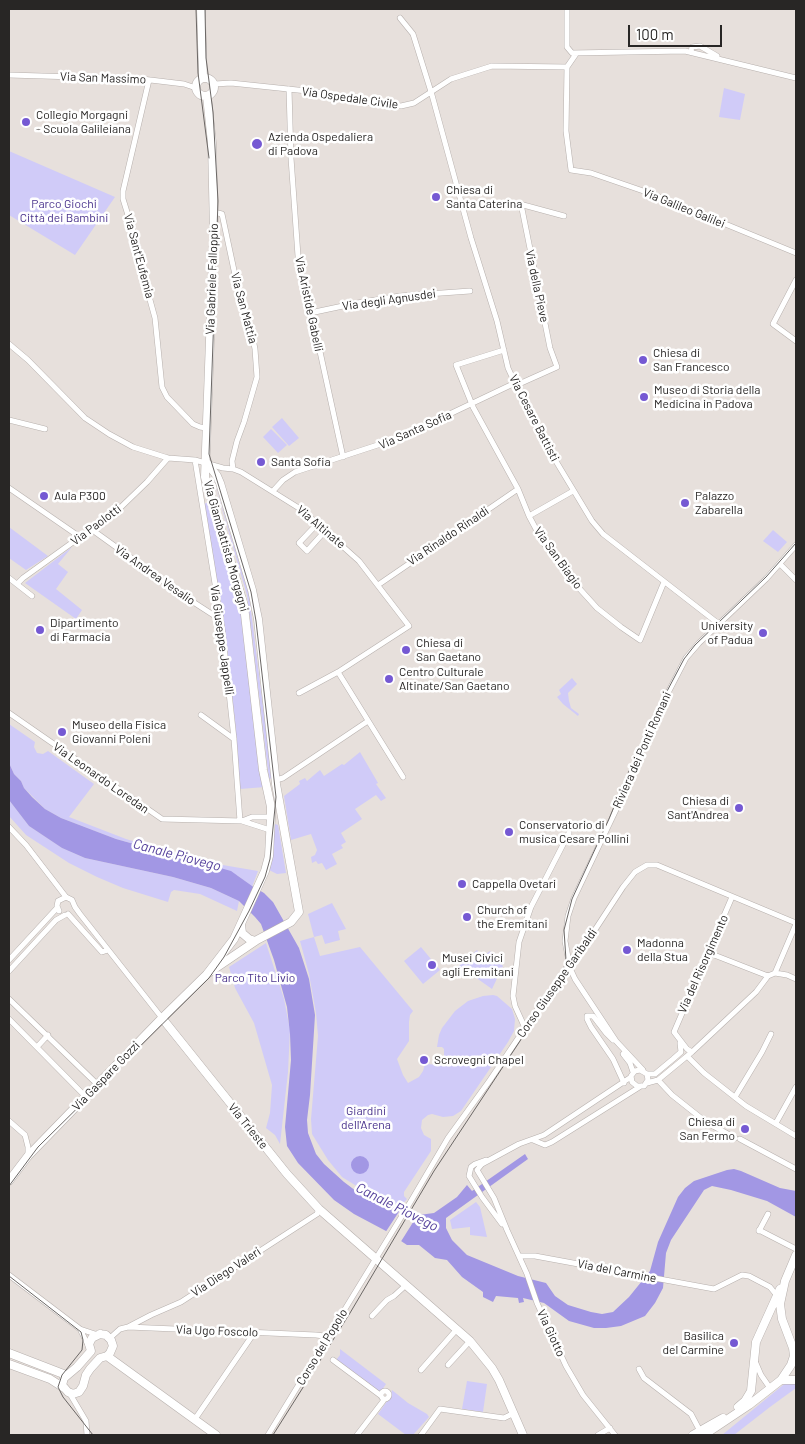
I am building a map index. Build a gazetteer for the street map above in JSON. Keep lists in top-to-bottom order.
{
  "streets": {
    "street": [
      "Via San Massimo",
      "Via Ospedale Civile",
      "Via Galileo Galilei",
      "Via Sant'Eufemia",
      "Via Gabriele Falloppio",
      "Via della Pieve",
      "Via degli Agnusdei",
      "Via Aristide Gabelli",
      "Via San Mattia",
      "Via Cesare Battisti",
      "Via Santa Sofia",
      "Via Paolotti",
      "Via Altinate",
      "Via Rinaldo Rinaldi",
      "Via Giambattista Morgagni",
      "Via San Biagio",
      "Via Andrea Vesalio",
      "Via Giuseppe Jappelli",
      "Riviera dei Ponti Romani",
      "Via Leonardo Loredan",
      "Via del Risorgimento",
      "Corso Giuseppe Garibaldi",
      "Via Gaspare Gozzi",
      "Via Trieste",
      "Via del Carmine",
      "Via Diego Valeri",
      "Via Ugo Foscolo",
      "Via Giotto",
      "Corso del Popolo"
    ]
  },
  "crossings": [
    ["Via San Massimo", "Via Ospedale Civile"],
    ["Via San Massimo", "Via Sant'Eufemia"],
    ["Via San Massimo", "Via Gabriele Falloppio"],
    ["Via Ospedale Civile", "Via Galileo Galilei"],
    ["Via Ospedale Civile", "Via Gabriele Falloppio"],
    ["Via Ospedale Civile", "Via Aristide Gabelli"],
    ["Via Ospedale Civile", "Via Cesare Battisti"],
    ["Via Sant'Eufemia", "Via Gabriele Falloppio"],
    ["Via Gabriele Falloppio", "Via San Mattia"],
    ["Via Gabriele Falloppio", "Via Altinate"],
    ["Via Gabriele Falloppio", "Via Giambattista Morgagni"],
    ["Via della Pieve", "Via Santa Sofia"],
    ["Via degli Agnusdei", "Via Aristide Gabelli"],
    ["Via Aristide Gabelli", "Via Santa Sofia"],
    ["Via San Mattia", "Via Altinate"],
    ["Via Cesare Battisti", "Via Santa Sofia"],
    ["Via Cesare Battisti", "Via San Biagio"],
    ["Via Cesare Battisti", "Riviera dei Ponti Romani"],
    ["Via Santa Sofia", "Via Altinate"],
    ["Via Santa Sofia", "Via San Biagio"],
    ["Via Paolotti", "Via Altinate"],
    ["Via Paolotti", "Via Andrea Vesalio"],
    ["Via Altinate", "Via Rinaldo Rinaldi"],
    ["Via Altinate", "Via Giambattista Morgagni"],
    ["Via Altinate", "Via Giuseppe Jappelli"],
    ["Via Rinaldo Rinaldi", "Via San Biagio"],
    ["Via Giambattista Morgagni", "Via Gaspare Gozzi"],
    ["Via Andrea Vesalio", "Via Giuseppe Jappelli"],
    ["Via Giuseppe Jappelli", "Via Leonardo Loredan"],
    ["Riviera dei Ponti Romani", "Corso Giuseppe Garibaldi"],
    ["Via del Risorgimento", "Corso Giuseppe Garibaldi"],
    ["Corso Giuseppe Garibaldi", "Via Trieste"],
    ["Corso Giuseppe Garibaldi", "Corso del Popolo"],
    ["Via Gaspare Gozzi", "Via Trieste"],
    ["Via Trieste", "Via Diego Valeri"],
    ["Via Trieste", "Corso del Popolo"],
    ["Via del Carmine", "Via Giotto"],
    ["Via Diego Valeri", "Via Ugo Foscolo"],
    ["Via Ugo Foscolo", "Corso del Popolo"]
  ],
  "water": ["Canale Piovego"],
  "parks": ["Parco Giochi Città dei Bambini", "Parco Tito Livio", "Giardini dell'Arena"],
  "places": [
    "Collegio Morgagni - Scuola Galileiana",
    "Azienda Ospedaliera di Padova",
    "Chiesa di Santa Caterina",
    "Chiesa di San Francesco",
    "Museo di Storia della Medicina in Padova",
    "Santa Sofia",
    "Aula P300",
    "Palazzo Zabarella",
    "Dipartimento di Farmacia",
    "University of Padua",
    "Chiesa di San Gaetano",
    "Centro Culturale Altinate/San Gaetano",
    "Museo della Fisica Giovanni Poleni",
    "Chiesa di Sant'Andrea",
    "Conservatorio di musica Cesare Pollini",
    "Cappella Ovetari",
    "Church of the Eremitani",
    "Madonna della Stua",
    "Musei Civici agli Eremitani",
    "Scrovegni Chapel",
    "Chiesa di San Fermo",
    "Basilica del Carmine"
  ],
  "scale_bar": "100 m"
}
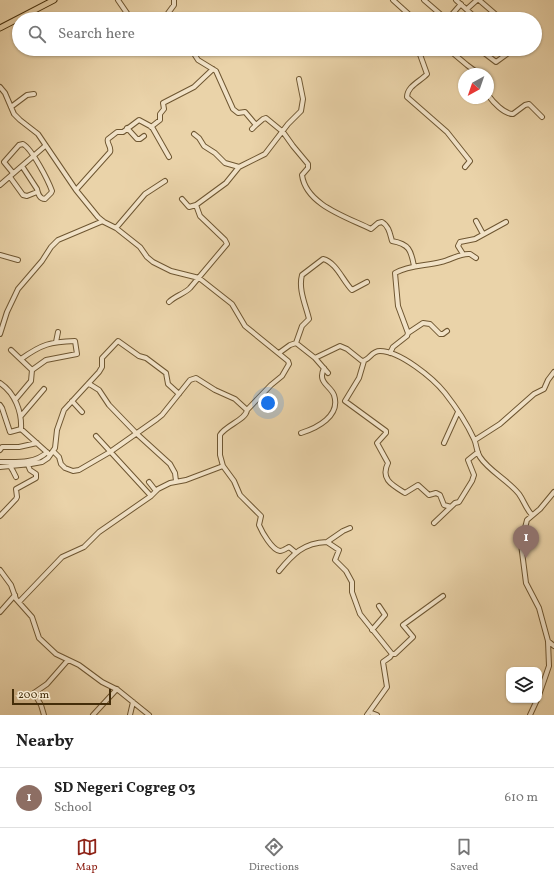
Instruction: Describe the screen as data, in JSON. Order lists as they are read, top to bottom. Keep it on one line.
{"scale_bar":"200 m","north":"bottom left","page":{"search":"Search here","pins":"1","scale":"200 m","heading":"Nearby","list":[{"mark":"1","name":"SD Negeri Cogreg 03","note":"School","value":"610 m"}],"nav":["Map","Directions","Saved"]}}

════════════════

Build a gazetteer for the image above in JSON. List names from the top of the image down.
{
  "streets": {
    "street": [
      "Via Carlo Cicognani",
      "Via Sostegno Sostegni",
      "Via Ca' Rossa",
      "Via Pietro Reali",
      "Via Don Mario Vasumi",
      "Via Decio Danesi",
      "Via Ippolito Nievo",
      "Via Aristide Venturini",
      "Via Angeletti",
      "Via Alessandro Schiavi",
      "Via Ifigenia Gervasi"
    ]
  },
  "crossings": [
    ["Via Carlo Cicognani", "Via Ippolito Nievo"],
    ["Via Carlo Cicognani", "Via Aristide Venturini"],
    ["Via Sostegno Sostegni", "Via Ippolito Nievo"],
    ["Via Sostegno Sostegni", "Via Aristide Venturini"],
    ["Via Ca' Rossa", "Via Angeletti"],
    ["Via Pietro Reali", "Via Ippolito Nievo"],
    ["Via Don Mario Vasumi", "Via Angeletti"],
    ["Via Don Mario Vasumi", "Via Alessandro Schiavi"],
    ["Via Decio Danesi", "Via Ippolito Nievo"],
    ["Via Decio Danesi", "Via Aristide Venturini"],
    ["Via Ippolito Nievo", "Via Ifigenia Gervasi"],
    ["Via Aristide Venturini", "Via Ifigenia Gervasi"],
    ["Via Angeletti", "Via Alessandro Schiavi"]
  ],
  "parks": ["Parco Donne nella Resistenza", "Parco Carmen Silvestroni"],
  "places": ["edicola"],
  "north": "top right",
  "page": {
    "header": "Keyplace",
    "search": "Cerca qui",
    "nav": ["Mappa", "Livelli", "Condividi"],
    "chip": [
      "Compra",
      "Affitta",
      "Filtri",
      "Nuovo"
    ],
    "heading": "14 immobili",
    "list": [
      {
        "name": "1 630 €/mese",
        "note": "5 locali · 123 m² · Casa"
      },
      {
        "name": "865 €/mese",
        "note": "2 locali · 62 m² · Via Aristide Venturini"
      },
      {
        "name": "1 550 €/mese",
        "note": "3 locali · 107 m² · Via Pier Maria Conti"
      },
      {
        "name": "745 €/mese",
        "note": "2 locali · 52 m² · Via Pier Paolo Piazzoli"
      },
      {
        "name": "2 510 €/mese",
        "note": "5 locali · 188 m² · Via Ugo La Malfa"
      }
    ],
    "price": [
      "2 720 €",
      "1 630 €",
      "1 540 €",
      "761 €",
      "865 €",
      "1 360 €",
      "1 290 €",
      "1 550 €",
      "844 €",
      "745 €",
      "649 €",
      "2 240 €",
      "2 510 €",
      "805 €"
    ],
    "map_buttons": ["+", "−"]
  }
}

════════════════

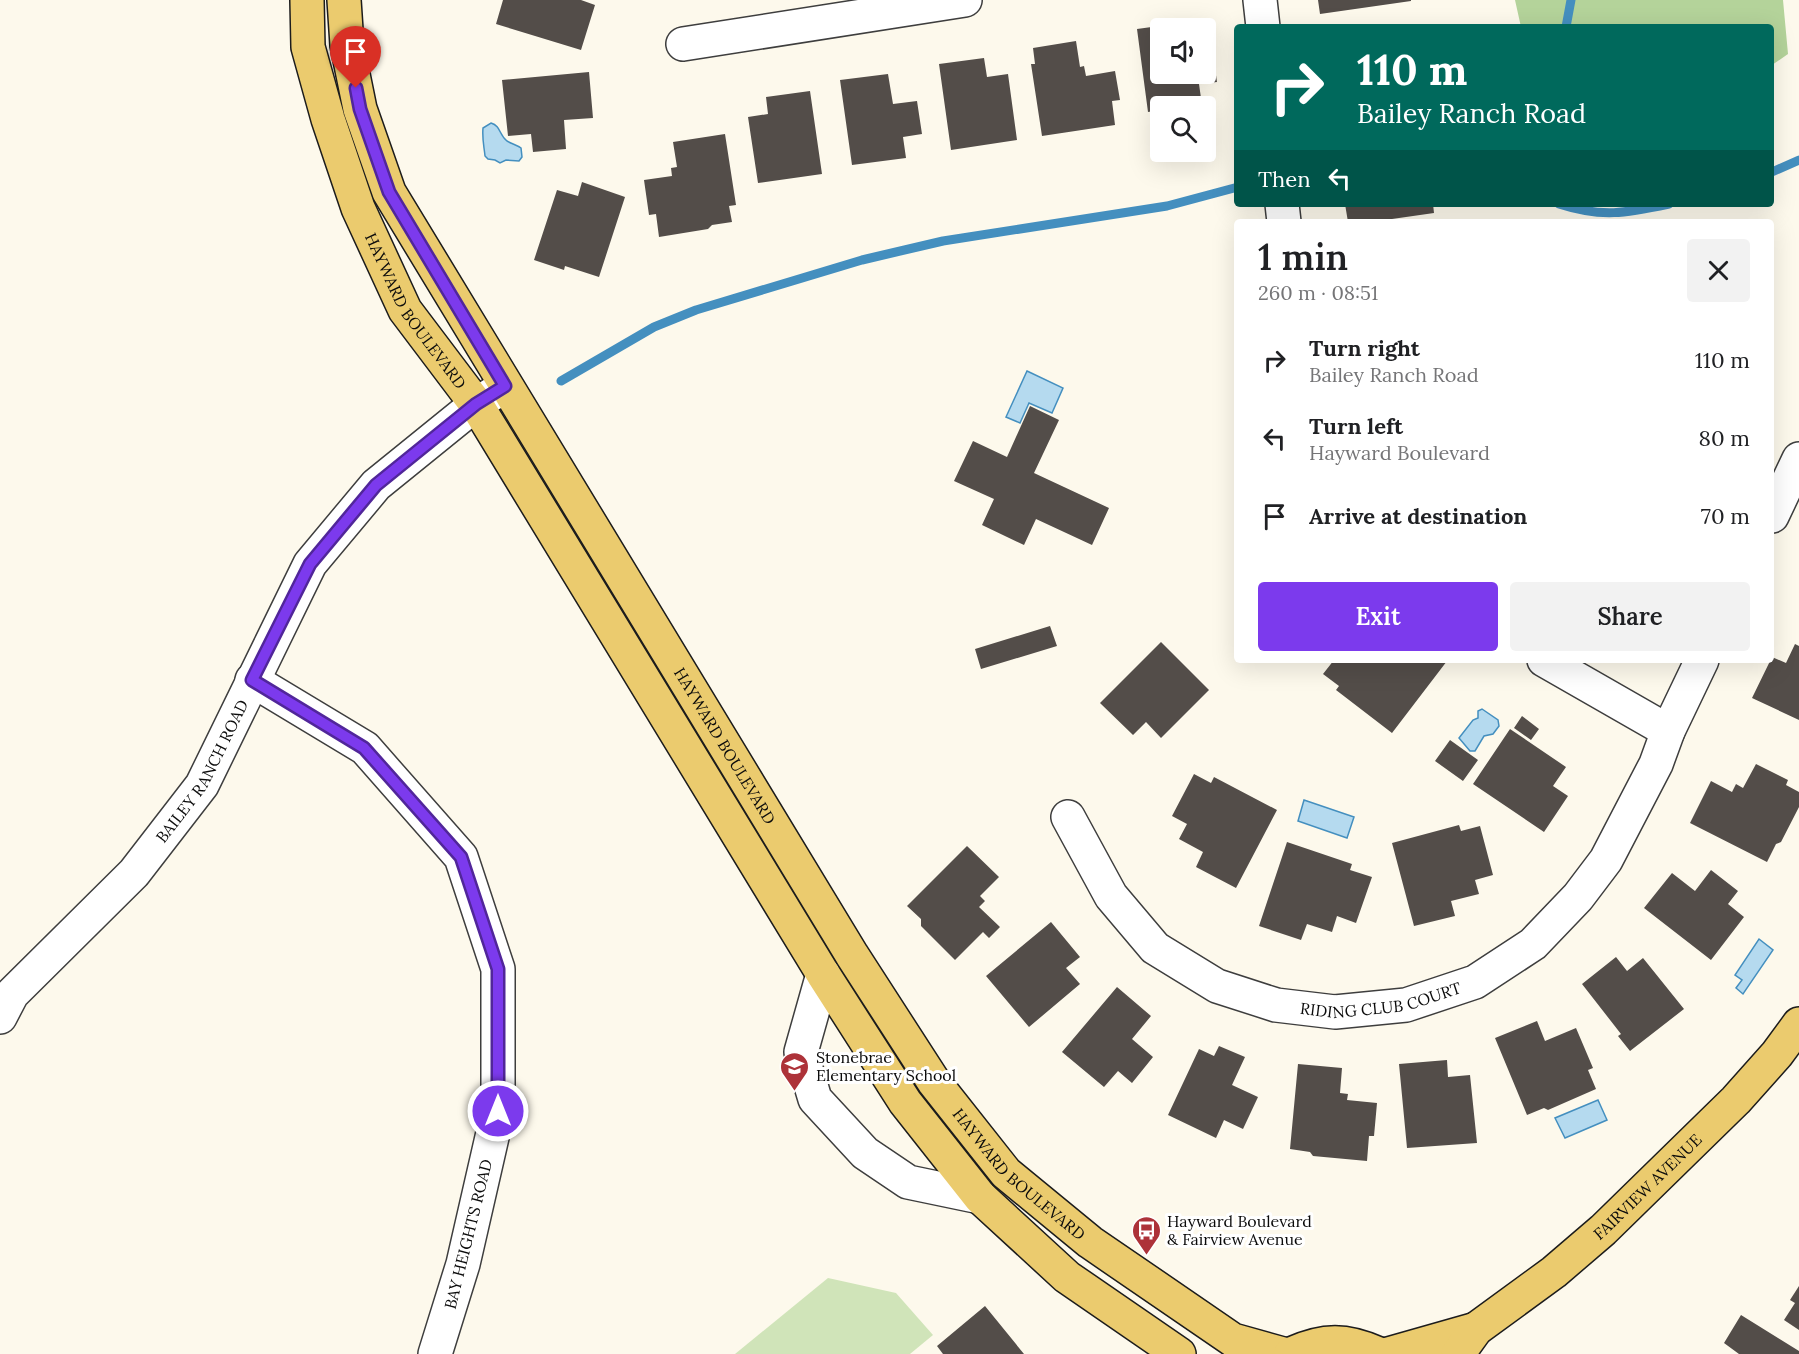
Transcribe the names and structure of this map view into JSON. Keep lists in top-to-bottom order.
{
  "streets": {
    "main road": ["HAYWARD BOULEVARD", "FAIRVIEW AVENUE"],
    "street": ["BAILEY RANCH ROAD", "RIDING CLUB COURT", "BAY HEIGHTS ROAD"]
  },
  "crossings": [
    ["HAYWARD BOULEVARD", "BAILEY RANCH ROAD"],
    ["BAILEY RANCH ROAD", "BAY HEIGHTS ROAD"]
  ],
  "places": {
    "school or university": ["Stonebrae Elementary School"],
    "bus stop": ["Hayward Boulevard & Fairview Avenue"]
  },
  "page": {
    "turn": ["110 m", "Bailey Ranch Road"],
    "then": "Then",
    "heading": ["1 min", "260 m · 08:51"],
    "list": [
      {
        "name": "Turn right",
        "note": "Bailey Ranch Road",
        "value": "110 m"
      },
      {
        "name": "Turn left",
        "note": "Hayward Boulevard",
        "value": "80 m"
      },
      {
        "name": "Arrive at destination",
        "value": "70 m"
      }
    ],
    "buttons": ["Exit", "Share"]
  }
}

════════════════

Assigned task: Please report the number of lines in the listing that include "della", and add nothing to it.

Your response: 5